Keeping on top of things

During the past few weeks I noticed there was something off with how the game played or, to be more specific, how a particular rule was behaving. The surround rule where the attackers can win the game by surrounding all of the defender’s pieces seemed to returning false positives. Something was clearly wrong and needed to be fixed but this kicks up a question: when?

In most projects bugs are found by QA who then write up a ticket with relevant information and stick it in the backlog, creating what’s called Technical Debt. These are then brought into future sprints as part of the predicted workload. There’s no hard rule as to when this should be done – some prefer at the end of the project, some prefer as soon as possible, some a hybrid approach (or “it depends”). One thing that most agree on is never into the current sprint….

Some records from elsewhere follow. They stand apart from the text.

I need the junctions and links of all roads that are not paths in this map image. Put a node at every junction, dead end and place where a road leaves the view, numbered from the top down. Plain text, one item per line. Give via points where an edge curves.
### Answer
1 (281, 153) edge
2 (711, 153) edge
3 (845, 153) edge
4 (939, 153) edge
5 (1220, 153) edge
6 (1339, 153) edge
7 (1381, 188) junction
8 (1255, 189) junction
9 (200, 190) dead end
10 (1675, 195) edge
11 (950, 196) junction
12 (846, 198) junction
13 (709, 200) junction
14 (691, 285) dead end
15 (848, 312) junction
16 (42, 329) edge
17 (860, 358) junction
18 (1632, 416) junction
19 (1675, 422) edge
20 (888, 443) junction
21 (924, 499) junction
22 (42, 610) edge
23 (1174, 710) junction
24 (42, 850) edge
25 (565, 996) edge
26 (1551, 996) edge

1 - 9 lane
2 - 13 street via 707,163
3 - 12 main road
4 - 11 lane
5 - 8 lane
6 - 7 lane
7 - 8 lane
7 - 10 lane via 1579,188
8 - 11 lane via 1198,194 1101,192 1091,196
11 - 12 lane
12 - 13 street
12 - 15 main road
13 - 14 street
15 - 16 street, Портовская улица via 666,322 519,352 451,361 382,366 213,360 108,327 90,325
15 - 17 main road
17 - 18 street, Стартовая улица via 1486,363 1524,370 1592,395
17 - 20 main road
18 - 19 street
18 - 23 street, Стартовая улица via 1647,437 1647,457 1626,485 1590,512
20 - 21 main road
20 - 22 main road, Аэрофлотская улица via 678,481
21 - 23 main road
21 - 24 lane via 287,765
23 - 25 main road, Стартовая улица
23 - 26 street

… unless it’s critical or blocking.

Bugs can be assigned a severity level to determine their priority with words such as Blocking, Critical, Major, Minor, Suggestion, Query… Note how we use words and not numbers, sharing the same mentality with avalanche assessment – numbers are subjective and meaningless in these contexts, even dangerous.

This particular bug meant that the game was incorrect – that’s quite serious so it’s definitely major, most likely critical. Does it stop the game working? Not immediately, so in that context it’s not blocking. However the next sprint is to work on the AI, which requires that the rules are correct and suddenly this bug is now blocking. To me, this is an acceptable break of standard practice given the impact is only me and I’m fully aware of what’s going on. So, I created a bug ticket for posterity, stuck it into the sprint, fixed the bug and reported it as such.

Some might argue this is excessive for a solo dev project and I understand their reservations. However I would argue from my own experiences that this kind of due diligence is worth a lot more than is perceived and pays dividends if you need to go back and establish exactly what has been done and when.

Out with the old, in with the new

At the end of this sprint I found myself with a spare moment of no allocated work left to do and a prime opportunity to upgrade the game engine from Unity 2022.3 to Unity 6. Following the fallout from the Runtime Fee fiasco the changes to the strategy and direction of Unity 6 makes it an attractive proposition. The removal of the mandatory splash screen is a huge boon, I want to get players into the game as fast as possible.

Unity engine upgrades are typically painless and this was no exception. A quick spring clean, some package updates and build tests revealed that all is well, work can continue uninterrupted.

Next steps

Now that the presentation mode is done, the next thing to implement is a decent offline AI for players to compete against. This will replace the random move AI that is currently implemented (for implementation testing purposes -it’s hilariously wild with its moves) with a more traditional chess style model.